[Dataset entries]

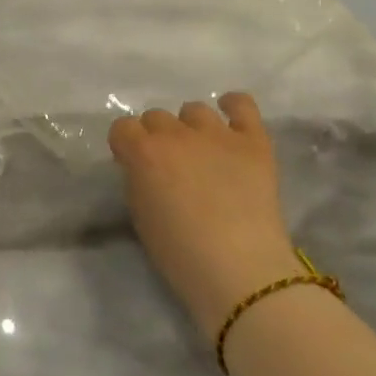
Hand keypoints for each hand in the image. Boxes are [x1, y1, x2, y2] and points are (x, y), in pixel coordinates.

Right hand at [109, 93, 301, 336]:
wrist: (239, 270)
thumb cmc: (180, 254)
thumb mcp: (140, 215)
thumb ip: (138, 179)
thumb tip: (145, 167)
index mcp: (142, 152)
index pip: (122, 128)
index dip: (126, 147)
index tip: (134, 166)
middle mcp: (176, 133)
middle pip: (156, 117)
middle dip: (157, 138)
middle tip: (170, 167)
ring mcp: (217, 133)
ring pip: (194, 110)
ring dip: (191, 128)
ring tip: (201, 153)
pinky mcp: (253, 141)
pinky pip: (242, 104)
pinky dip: (233, 107)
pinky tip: (230, 119)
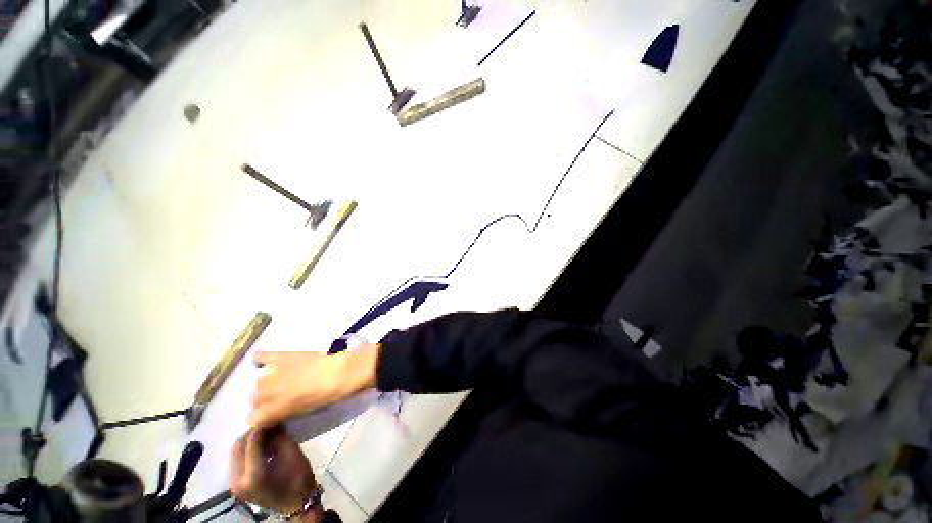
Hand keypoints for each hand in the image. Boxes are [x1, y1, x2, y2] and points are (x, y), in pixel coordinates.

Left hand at [229, 425, 320, 518]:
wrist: (297, 504)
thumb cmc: (298, 479)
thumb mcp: (292, 453)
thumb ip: (279, 436)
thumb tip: (274, 418)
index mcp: (252, 475)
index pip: (250, 442)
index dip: (261, 426)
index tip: (272, 413)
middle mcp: (237, 481)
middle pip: (237, 448)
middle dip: (252, 433)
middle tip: (268, 423)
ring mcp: (235, 485)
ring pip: (236, 454)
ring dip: (249, 441)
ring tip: (266, 433)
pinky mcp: (237, 486)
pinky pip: (238, 461)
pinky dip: (248, 450)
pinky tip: (263, 446)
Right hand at [249, 345, 379, 427]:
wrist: (339, 371)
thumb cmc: (324, 396)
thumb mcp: (300, 412)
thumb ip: (280, 413)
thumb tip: (272, 414)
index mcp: (270, 410)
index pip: (253, 418)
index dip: (264, 417)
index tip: (273, 414)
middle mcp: (263, 392)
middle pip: (254, 399)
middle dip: (265, 400)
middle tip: (282, 396)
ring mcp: (270, 372)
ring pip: (257, 381)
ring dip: (266, 382)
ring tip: (282, 380)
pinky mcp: (280, 355)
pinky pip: (261, 356)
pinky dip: (262, 359)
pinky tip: (267, 361)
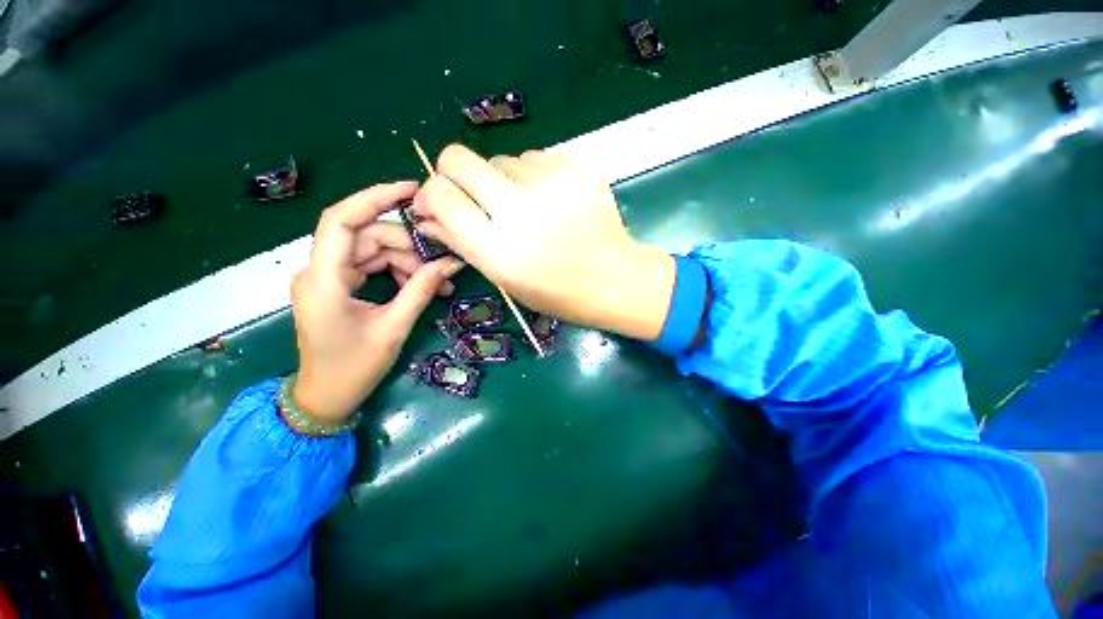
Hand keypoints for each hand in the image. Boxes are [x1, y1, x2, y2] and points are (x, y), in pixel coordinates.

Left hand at [291, 182, 462, 423]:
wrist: (326, 396)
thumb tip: (448, 264)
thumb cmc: (354, 368)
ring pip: (374, 251)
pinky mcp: (339, 285)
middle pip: (368, 237)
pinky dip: (398, 272)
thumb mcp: (393, 328)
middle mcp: (320, 270)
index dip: (374, 197)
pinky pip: (372, 266)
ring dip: (408, 262)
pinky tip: (423, 286)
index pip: (343, 221)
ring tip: (439, 283)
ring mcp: (329, 277)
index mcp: (324, 279)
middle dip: (408, 247)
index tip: (411, 189)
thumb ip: (420, 291)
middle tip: (443, 265)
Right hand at [413, 144, 674, 339]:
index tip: (440, 204)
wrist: (615, 279)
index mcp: (499, 248)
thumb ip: (463, 243)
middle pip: (458, 157)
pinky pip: (533, 158)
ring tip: (527, 209)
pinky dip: (531, 176)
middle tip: (476, 198)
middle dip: (456, 175)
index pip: (440, 193)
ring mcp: (551, 183)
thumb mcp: (505, 278)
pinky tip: (549, 201)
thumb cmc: (557, 292)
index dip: (432, 194)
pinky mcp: (575, 168)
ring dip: (501, 181)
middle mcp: (520, 210)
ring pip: (500, 159)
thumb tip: (427, 215)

◆ **DIRECTIONS FOR THIS TASK**:
Give the records again exactly, minus the pictures.

◆ **SOLUTION BELOW**:
Hand keypoints for each hand in the image. Boxes are [x1, y1, x2, y2] and points are (x, y), in pixel coordinates.

Right hand at [109, 93, 301, 336]:
wrist: (239, 270)
thumb cmc: (180, 254)
thumb mcp: (140, 215)
thumb ip: (138, 179)
thumb tip: (145, 167)
index mcp: (142, 152)
index pip: (122, 128)
index dip: (126, 147)
index tip: (134, 166)
middle mcp: (176, 133)
middle pip: (156, 117)
middle dip: (157, 138)
middle tip: (170, 167)
ring mcp: (217, 133)
ring pip: (194, 110)
ring dip: (191, 128)
ring tip: (201, 153)
pinky mcp: (253, 141)
pinky pip: (242, 104)
pinky dip: (233, 107)
pinky tip: (230, 119)
Hand keypoints for each hand in the image. Boxes are [x1, y1, x2, y2] and points are (x, y), in pixel coordinates.

Left hand at [229, 425, 320, 518]:
wrist: (297, 504)
thumb cmc: (298, 479)
thumb mcp: (292, 453)
thumb ip: (279, 436)
thumb tip: (274, 418)
index mcp: (252, 475)
index pip: (250, 442)
index dip: (261, 426)
index tip: (272, 413)
middle mcp: (237, 481)
middle pip: (237, 448)
middle dip: (252, 433)
middle tip: (268, 423)
ring mcp: (235, 485)
ring pip: (236, 454)
ring dip: (249, 441)
ring tip: (266, 433)
pinky mcp: (237, 486)
pinky pip: (238, 461)
pinky dip: (248, 450)
pinky tip: (263, 446)
Right hand at [249, 345, 379, 427]:
wrist: (339, 371)
thumb cmc: (324, 396)
thumb mcp: (300, 412)
thumb ip: (280, 413)
thumb tip: (272, 414)
index mcp: (270, 410)
index pip: (253, 418)
index dip: (264, 417)
index tip: (273, 414)
middle mcp: (263, 392)
middle pip: (254, 399)
middle dip: (265, 400)
middle tip: (282, 396)
ring mcp: (270, 372)
ring pip: (257, 381)
ring dip: (266, 382)
ring tip: (282, 380)
pinky mcp: (280, 355)
pinky pip: (261, 356)
pinky dip: (262, 359)
pinky tip: (267, 361)
Hand keypoints for each hand in the image. Boxes are [x1, y1, x2, y2] and points are (x, y), in pixel coordinates.

Left hand at [291, 182, 462, 423]:
wrist: (326, 396)
thumb tip: (448, 264)
thumb cmc: (354, 368)
ring pip: (374, 251)
pinky mcp: (339, 285)
middle pip: (368, 237)
pinky dip: (398, 272)
thumb mcp: (393, 328)
middle mcp: (320, 270)
index dip: (374, 197)
pinky pip: (372, 266)
ring dip: (408, 262)
pinky tip: (423, 286)
index pip: (343, 221)
ring tip: (439, 283)
ring mcp: (329, 277)
index mcp: (324, 279)
middle dip: (408, 247)
index tip: (411, 189)
thumb ip: (420, 291)
middle tip: (443, 265)
Right hand at [413, 144, 674, 339]:
index tip: (440, 204)
wrist: (615, 279)
index mcp: (499, 248)
thumb ip: (463, 243)
middle pip: (458, 157)
pinky pip: (533, 158)
ring tip: (527, 209)
pinky dip: (531, 176)
middle tip: (476, 198)
middle dip: (456, 175)
index pip: (440, 193)
ring mcp: (551, 183)
thumb mcp: (505, 278)
pinky tip: (549, 201)
thumb cmc: (557, 292)
index dip: (432, 194)
pinky mcp: (575, 168)
ring dip: (501, 181)
middle mcp: (520, 210)
ring pip: (500, 159)
thumb tip: (427, 215)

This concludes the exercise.